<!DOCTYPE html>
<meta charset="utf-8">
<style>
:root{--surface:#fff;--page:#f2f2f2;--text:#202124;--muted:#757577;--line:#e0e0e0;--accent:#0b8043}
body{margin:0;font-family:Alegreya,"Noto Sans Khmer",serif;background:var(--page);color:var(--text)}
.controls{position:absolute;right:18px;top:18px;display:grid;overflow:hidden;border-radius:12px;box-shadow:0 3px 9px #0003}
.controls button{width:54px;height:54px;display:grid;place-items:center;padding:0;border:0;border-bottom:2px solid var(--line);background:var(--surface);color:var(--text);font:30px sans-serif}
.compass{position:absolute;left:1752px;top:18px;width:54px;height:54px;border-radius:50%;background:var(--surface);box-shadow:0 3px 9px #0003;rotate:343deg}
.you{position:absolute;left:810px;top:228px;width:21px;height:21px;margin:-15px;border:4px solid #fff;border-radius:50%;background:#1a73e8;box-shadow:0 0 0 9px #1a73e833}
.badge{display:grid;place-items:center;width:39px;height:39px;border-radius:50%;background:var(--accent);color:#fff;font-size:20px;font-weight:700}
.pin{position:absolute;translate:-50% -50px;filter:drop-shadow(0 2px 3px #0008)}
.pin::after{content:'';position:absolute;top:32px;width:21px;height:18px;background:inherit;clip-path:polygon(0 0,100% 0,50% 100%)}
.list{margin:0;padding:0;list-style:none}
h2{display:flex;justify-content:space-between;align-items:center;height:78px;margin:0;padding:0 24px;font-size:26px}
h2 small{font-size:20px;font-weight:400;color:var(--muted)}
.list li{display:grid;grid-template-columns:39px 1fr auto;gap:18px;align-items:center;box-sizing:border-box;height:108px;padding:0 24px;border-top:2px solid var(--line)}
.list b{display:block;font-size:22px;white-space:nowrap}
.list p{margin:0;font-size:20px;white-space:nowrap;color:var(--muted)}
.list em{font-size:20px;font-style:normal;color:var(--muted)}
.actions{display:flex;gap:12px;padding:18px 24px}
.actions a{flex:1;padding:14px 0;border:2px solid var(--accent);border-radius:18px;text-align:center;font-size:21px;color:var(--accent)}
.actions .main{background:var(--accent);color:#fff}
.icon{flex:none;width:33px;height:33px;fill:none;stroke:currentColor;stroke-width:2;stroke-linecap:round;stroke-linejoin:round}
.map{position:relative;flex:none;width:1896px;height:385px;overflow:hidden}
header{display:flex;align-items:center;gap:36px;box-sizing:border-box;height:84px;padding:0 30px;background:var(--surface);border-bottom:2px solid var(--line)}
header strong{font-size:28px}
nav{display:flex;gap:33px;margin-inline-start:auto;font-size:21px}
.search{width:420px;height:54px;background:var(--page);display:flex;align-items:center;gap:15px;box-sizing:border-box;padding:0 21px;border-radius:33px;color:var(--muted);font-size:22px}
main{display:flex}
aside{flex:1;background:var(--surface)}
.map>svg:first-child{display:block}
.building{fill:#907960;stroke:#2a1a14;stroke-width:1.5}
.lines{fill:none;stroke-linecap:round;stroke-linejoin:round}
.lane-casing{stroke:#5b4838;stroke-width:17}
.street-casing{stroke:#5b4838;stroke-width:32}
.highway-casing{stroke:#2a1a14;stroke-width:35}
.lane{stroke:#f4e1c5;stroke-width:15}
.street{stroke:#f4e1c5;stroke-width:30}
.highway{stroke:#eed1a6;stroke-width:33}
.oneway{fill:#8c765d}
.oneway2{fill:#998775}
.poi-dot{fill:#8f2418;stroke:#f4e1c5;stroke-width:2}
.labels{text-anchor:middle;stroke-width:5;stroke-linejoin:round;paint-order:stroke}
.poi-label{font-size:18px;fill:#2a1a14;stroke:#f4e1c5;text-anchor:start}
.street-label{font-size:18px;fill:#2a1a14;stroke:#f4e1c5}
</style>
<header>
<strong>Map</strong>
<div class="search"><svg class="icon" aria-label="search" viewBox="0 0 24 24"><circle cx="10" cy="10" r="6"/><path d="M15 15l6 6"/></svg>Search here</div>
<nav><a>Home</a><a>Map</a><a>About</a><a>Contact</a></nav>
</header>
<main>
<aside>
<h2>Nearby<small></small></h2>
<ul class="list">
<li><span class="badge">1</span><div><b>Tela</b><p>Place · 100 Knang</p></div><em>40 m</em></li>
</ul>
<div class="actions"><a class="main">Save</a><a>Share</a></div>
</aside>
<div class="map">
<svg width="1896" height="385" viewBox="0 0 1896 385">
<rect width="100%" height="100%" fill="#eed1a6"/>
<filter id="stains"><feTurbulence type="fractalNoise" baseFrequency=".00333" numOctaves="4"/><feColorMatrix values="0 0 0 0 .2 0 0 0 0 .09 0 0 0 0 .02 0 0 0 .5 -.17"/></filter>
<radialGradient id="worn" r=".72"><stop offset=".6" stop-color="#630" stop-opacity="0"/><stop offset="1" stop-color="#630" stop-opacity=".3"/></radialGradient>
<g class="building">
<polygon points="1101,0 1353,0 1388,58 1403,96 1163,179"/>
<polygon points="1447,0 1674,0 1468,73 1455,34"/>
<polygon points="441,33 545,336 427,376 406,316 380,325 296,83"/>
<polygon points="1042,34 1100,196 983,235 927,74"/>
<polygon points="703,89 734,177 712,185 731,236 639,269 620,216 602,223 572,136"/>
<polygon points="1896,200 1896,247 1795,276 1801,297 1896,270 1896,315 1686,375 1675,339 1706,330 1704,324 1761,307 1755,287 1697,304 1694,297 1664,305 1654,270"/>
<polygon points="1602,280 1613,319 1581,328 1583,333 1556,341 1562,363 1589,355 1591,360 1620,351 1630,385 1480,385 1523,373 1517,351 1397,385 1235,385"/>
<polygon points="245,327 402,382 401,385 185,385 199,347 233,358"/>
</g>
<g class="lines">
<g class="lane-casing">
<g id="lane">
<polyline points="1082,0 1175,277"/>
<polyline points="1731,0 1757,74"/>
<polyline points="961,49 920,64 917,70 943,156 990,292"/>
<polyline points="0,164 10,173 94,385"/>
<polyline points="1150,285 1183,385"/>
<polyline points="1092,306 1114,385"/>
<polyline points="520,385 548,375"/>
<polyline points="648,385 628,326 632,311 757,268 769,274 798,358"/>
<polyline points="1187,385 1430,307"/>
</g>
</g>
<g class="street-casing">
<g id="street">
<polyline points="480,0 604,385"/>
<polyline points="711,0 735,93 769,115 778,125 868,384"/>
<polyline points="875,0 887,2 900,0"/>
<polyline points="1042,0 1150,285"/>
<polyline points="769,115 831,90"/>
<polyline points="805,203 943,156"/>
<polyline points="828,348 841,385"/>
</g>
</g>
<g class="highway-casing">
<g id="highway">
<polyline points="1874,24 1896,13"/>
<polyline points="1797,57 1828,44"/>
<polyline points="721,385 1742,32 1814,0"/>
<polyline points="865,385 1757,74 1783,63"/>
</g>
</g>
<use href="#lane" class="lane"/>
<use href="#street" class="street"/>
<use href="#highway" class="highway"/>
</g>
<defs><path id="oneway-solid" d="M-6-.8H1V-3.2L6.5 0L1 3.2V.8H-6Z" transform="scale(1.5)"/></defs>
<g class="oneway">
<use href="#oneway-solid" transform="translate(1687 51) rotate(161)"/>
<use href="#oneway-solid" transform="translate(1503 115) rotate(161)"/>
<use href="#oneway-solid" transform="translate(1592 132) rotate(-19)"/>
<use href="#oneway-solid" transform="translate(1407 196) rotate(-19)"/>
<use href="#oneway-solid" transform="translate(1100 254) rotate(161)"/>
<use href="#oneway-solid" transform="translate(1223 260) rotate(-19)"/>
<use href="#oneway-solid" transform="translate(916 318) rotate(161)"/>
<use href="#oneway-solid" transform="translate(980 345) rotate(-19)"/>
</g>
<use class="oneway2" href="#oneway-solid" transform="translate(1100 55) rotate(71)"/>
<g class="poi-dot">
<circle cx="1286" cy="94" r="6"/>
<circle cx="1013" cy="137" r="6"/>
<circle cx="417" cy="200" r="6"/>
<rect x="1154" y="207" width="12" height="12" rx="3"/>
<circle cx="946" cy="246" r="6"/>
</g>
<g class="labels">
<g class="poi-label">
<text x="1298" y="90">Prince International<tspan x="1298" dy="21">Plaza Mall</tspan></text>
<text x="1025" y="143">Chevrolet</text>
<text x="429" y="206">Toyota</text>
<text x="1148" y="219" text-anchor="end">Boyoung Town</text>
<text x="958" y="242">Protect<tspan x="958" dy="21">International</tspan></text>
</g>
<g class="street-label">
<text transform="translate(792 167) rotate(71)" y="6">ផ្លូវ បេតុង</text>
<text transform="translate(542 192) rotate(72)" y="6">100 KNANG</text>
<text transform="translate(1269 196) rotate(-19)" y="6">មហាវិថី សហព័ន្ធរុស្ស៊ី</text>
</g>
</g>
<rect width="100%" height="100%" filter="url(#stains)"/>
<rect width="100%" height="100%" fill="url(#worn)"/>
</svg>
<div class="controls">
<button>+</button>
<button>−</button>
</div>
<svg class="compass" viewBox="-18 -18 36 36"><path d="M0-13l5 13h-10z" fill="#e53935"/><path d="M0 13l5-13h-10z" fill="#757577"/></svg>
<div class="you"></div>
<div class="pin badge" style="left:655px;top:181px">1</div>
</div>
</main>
-- -- --
● **Task objective**: Find the word "list" in the entries. Copy each line that holds it.

● **Result for this exercise**:
.list{margin:0;padding:0;list-style:none}
.list li{display:grid;grid-template-columns:39px 1fr auto;gap:18px;align-items:center;box-sizing:border-box;height:108px;padding:0 24px;border-top:2px solid var(--line)}
.list b{display:block;font-size:22px;white-space:nowrap}
.list p{margin:0;font-size:20px;white-space:nowrap;color:var(--muted)}
.list em{font-size:20px;font-style:normal;color:var(--muted)}
<ul class="list">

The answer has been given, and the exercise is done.